Malaria prevalence, clinical incidence, treatment, and transmission rates are dynamically interrelated. Prevalence is often considered a measure of malaria transmission, but treatment of clinical malaria reduces prevalence, and consequently also infectiousness to the mosquito vector and onward transmission. The impact of the frequency of treatment on prevalence in a population is generally not considered. This can lead to potential underestimation of malaria exposure in settings with good health systems.

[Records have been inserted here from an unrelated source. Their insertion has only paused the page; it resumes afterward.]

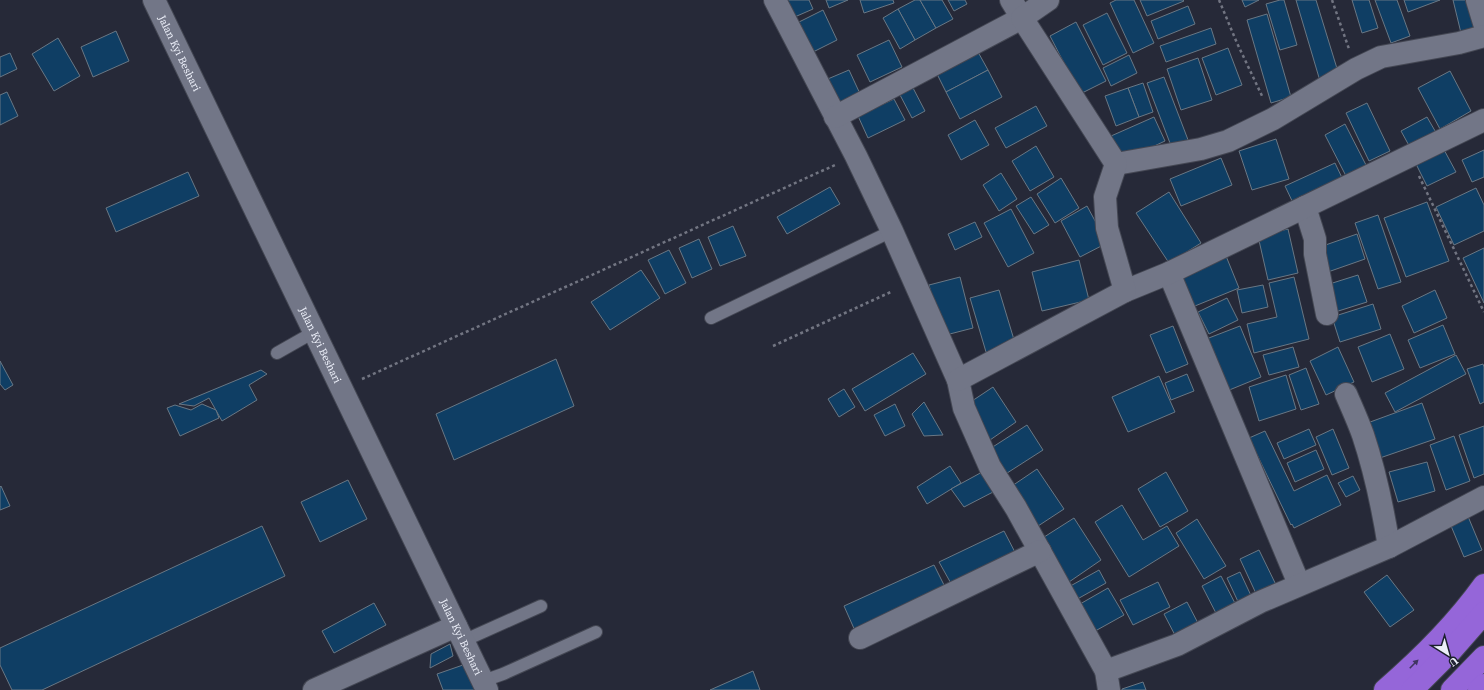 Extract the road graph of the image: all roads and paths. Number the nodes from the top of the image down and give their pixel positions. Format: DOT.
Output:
graph roads {
  1 [pos="154,0"];
  2 [pos="775,0"];
  3 [pos="1048,0"];
  4 [pos="1219,0"];
  5 [pos="1332,0"];
  6 [pos="1477,0"];
  7 [pos="1016,9"];
  8 [pos="1484,23"];
  9 [pos="1484,36"];
  10 [pos="1356,69"];
  11 [pos="836,117"];
  12 [pos="1273,118"];
  13 [pos="1484,120"];
  14 [pos="856,156"];
  15 [pos="1409,156"];
  16 [pos="1116,164"];
  17 [pos="1305,207"];
  18 [pos="892,231"];
  19 [pos="1169,274"];
  20 [pos="914,281"];
  21 [pos="1125,291"];
  22 [pos="1484,312"];
  23 [pos="1327,314"];
  24 [pos="711,318"];
  25 [pos="314,332"];
  26 [pos="772,346"];
  27 [pos="277,352"];
  28 [pos="958,380"];
  29 [pos="342,388"];
  30 [pos="1346,394"];
  31 [pos="1484,497"];
  32 [pos="1389,547"];
  33 [pos="1040,551"];
  34 [pos="1299,584"];
  35 [pos="1484,585"];
  36 [pos="541,606"];
  37 [pos="1484,613"];
  38 [pos="596,632"];
  39 [pos="460,633"];
  40 [pos="860,638"];
  41 [pos="1484,656"];
  42 [pos="1107,680"];
  43 [pos="1484,685"];
  44 [pos="485,686"];
  45 [pos="314,690"];
  46 [pos="1385,690"];
  47 [pos="1412,690"];
  48 [pos="1452,690"];
  49 [pos="1479,690"];
  1 -- 25 [label="street, Jalan Kyi Beshari"];
  2 -- 11 [label="street"];
  3 -- 7 [label="street"];
  4 -- 12 [label="path"];
  5 -- 10 [label="path"];
  6 -- 8 [label="street"];
  7 -- 11 [label="street"];
  7 -- 16 [label="street"];
  9 -- 10 [label="street"];
  10 -- 12 [label="street"];
  11 -- 14 [label="street"];
  12 -- 16 [label="street"];
  13 -- 15 [label="street"];
  14 -- 18 [label="street"];
  14 -- 29 [label="path"];
  15 -- 17 [label="street"];
  15 -- 22 [label="path"];
  16 -- 21 [label="street"];
  17 -- 19 [label="street"];
  17 -- 23 [label="street"];
  18 -- 20 [label="street"];
  18 -- 24 [label="lane"];
  19 -- 21 [label="street"];
  19 -- 34 [label="street"];
  20 -- 26 [label="path"];
  20 -- 28 [label="street"];
  21 -- 28 [label="street"];
  25 -- 27 [label="lane"];
  25 -- 29 [label="street, Jalan Kyi Beshari"];
  28 -- 33 [label="street"];
  29 -- 39 [label="street, Jalan Kyi Beshari"];
  30 -- 32 [label="street"];
  31 -- 32 [label="street"];
  32 -- 34 [label="street"];
  33 -- 40 [label="street"];
  33 -- 42 [label="street"];
  34 -- 42 [label="street"];
  46 -- 35 [label="highway, one-way"];
  36 -- 39 [label="lane"];
  37 -- 47 [label="highway"];
  38 -- 44 [label="lane"];
  39 -- 44 [label="street, Jalan Kyi Beshari"];
  39 -- 45 [label="street"];
  41 -- 48 [label="highway"];
  43 -- 49 [label="highway"];
}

Furthermore, these dynamical relationships between prevalence, treatment, and transmission have not generally been taken into account in estimates of burden.Using prevalence as an input, estimates of disease incidence and transmission [as the distribution of the entomological inoculation rate (EIR)] for Plasmodium falciparum have now been made for 43 countries in Africa using both empirical relationships (that do not allow for treatment) and OpenMalaria dynamic micro-simulation models (that explicitly include the effects of treatment). For each estimate, prevalence inputs were taken from geo-statistical models fitted for the year 2010 by the Malaria Atlas Project to all available observed prevalence data. National level estimates of the effectiveness of case management in treating clinical attacks were used as inputs to the estimation of both EIR and disease incidence by the dynamic models.When coverage of effective treatment is taken into account, higher country level estimates of average EIR and thus higher disease burden, are obtained for a given prevalence level, especially where access to treatment is high, and prevalence relatively low. These methods provide a unified framework for comparison of both the immediate and longer-term impacts of case management and of preventive interventions.